━━━━━ DATA LISTING ━━━━━

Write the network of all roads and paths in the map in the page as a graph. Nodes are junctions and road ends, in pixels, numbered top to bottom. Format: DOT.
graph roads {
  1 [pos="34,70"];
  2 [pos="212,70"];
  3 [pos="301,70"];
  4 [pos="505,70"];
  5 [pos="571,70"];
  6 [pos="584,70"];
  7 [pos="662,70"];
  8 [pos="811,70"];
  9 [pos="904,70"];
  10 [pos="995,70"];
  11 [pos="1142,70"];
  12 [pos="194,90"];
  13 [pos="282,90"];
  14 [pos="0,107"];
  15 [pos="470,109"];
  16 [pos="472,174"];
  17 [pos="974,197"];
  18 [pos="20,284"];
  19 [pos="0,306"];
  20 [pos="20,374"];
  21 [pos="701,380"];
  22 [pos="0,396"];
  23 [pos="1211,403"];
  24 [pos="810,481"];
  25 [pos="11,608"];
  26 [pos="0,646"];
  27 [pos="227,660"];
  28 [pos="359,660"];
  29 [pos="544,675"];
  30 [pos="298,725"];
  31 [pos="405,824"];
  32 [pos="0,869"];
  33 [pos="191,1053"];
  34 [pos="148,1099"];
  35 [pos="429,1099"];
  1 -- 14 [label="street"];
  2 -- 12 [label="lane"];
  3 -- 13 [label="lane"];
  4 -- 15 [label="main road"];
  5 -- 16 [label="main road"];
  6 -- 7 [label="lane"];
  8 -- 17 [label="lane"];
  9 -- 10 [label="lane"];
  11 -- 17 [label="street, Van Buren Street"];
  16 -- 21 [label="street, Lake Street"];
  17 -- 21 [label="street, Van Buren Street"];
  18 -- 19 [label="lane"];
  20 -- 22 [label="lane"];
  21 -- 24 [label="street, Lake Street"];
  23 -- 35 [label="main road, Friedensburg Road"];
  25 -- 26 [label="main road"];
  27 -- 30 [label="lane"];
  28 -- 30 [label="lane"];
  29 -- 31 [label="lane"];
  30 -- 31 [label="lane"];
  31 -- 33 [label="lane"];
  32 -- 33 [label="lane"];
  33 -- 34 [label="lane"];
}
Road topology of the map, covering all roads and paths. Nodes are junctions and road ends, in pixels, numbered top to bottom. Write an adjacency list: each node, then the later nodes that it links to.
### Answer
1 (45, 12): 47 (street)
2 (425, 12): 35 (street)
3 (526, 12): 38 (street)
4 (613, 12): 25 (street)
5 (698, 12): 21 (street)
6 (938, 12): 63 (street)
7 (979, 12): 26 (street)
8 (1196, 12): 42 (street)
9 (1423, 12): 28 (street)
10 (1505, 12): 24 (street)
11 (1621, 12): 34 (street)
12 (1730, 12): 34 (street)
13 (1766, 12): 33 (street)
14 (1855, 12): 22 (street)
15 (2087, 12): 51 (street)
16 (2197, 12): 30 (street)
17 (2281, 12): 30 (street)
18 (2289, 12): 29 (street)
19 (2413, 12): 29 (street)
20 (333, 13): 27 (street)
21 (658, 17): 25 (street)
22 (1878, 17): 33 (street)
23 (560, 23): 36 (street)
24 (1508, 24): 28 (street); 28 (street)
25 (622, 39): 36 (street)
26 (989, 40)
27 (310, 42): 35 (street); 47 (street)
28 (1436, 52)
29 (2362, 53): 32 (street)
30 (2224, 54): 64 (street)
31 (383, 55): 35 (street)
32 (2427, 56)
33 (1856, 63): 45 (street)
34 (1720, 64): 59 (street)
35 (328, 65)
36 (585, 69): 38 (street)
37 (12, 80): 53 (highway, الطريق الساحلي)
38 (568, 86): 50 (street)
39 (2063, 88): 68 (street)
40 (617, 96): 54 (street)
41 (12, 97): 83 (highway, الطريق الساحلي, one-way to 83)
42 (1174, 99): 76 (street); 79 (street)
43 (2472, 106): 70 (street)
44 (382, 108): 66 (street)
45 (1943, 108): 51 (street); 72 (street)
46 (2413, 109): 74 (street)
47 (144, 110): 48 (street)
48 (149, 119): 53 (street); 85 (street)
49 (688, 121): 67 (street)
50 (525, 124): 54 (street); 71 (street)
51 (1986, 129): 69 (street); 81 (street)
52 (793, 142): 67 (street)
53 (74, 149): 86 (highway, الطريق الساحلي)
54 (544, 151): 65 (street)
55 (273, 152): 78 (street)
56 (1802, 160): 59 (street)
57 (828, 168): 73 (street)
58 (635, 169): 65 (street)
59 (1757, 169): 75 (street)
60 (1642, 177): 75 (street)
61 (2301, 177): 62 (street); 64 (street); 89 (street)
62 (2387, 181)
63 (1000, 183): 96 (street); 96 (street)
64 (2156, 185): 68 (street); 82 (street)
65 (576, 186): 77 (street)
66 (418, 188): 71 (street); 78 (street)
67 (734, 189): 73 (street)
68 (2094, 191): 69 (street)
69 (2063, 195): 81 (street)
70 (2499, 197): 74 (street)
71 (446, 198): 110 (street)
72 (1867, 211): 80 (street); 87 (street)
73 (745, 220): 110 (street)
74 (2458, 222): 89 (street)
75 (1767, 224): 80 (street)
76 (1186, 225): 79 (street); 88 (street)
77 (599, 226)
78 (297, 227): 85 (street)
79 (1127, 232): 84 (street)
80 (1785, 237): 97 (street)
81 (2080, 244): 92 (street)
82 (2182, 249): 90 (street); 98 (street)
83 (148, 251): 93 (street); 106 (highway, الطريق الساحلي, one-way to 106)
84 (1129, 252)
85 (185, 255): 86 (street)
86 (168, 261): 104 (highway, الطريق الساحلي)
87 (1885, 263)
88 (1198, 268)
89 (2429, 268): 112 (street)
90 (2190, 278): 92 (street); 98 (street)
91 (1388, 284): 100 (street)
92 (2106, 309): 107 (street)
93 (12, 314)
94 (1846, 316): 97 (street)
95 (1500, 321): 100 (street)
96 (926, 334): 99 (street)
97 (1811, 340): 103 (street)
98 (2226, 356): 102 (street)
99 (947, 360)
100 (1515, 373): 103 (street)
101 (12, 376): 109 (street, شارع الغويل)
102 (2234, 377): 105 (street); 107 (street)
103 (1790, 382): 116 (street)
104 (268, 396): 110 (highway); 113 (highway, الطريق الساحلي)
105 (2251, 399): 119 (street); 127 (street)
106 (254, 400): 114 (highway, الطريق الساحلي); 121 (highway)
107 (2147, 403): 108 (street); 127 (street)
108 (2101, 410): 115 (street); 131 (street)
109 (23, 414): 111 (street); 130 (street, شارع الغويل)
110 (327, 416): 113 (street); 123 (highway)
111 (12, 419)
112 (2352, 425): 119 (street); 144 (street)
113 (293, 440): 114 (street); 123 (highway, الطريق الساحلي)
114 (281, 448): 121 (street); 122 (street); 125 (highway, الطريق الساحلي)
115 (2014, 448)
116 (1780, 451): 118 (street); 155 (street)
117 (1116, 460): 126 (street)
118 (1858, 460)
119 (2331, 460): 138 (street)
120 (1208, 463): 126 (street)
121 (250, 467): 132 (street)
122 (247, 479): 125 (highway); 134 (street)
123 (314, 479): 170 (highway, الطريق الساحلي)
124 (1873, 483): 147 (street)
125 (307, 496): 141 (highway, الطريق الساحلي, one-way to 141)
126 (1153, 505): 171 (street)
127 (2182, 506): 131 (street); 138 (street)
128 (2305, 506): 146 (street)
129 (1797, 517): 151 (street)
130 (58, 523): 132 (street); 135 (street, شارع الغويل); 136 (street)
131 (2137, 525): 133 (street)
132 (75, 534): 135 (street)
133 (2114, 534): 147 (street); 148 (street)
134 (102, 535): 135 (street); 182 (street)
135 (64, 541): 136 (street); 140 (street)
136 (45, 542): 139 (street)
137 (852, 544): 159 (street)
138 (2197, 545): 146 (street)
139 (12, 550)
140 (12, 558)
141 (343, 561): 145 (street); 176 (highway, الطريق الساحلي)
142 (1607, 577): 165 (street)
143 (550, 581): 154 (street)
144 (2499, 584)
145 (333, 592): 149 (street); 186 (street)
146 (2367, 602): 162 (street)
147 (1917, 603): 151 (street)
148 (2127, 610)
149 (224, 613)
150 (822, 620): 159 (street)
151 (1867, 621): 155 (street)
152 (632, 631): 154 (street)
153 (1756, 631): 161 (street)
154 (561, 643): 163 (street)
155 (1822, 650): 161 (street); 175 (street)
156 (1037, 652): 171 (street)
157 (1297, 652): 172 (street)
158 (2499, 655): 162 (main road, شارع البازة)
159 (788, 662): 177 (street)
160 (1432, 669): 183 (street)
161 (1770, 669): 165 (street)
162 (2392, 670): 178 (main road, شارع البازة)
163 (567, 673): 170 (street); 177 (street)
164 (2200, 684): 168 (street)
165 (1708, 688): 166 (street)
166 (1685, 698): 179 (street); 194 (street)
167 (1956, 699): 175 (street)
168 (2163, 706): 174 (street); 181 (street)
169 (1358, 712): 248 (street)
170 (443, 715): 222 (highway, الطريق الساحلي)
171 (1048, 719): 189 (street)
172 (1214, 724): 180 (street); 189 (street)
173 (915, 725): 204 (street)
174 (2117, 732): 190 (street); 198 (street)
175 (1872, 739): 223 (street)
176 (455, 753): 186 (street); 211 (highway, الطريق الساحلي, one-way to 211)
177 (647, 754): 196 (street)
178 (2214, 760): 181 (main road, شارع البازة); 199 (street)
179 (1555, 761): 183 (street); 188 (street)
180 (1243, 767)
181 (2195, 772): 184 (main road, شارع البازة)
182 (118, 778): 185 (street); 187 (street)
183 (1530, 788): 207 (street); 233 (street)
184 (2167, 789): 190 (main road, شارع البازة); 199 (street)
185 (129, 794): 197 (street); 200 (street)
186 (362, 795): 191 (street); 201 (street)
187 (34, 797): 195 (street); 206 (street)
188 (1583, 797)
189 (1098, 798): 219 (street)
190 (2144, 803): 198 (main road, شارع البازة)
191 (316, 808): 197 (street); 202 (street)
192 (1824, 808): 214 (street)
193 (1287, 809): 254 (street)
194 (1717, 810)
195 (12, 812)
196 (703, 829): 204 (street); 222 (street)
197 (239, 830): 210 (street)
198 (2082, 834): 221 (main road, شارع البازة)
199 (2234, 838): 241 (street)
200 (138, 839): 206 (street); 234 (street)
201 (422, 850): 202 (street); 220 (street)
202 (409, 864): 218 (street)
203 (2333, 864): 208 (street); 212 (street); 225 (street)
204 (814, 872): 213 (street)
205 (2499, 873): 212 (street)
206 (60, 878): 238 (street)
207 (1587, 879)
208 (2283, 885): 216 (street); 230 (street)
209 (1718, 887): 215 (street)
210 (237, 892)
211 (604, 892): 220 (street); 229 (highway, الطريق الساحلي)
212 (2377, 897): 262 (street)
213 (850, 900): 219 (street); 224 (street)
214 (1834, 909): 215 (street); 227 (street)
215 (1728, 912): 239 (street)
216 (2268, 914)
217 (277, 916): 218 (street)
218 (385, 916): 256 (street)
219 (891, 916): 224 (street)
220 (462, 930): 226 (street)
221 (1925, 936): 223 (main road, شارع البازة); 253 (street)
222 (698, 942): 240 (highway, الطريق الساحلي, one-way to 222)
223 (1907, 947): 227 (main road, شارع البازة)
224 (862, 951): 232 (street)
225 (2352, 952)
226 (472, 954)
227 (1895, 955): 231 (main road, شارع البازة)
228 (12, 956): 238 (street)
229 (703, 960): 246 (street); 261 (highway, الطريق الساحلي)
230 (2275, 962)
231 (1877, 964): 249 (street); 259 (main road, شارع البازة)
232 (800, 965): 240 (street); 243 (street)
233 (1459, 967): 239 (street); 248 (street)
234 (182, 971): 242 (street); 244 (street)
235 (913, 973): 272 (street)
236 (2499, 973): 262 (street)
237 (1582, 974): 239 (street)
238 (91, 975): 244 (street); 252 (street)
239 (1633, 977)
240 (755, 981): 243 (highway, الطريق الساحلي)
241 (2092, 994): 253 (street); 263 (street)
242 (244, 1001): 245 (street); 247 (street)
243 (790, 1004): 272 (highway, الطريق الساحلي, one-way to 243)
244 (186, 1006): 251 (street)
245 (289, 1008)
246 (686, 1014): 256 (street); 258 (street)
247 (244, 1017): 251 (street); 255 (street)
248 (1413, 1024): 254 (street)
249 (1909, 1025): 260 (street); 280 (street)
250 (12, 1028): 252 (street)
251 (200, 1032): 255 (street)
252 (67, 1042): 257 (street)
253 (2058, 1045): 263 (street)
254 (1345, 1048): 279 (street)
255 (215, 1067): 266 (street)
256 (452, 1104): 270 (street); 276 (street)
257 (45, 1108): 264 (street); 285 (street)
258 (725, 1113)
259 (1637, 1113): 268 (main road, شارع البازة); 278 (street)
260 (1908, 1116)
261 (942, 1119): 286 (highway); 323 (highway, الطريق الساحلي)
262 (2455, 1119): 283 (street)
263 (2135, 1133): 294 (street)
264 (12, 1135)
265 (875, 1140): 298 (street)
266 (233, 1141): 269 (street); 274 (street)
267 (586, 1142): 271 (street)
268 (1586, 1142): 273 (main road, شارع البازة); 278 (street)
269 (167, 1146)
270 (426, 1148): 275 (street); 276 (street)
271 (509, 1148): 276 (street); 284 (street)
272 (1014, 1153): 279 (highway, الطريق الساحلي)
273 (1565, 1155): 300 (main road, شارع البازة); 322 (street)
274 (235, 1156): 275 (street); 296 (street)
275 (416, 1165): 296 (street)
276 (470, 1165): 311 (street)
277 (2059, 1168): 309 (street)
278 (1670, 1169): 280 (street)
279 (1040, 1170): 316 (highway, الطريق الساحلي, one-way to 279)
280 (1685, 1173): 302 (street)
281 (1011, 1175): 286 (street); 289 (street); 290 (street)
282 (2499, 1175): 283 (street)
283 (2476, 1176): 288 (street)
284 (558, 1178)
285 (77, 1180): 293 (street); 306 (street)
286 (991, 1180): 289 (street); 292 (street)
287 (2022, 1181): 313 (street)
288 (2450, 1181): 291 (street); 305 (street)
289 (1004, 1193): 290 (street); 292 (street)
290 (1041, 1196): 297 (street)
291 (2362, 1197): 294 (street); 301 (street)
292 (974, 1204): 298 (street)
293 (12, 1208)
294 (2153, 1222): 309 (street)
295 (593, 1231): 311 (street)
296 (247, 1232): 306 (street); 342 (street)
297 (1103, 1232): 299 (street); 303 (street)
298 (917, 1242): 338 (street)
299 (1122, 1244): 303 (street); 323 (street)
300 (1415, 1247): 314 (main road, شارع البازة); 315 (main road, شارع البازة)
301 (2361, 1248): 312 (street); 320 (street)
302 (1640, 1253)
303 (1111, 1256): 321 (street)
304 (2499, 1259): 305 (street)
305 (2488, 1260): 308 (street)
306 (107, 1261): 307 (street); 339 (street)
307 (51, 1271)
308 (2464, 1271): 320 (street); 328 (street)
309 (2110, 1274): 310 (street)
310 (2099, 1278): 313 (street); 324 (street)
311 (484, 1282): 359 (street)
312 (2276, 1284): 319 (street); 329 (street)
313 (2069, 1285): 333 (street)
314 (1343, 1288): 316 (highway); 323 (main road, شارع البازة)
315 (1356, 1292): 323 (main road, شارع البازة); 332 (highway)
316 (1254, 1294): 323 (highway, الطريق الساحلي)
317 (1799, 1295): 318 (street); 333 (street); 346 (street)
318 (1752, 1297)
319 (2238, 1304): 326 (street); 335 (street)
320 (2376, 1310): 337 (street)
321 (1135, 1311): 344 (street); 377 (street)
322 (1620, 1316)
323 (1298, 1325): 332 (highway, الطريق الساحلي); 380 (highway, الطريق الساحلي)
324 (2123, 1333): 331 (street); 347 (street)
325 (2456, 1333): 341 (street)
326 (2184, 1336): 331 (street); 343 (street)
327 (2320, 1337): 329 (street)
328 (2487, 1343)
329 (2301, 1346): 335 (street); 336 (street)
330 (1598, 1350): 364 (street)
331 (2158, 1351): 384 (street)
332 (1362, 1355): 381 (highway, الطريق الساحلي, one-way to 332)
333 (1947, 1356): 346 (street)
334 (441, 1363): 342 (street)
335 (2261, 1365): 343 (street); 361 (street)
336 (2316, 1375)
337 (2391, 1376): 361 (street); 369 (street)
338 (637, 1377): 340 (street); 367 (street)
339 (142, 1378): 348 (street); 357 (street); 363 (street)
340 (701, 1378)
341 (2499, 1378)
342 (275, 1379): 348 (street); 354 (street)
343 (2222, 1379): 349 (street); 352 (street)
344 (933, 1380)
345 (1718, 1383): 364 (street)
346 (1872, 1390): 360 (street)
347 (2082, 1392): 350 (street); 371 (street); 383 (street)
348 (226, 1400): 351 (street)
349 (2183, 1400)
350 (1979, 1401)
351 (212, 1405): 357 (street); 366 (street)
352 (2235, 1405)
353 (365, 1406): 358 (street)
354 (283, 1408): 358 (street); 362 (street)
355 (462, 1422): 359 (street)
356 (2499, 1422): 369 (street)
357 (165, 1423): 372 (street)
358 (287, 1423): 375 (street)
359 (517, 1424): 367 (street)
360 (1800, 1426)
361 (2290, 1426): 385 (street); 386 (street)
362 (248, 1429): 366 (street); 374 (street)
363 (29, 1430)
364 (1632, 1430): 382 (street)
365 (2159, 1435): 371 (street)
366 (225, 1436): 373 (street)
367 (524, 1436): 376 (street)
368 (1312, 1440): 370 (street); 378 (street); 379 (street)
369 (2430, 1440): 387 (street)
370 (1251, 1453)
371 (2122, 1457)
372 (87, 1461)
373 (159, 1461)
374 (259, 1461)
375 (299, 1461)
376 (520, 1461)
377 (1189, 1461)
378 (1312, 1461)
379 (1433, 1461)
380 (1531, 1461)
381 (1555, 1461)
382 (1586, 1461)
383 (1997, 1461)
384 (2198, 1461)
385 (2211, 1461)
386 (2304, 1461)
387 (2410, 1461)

━━━━━

ASSIGNED TASK -
In the records above, find every line containing the word "Lake" and show it.

RESPONSE -
  16 -- 21 [label="street, Lake Street"];
  21 -- 24 [label="street, Lake Street"];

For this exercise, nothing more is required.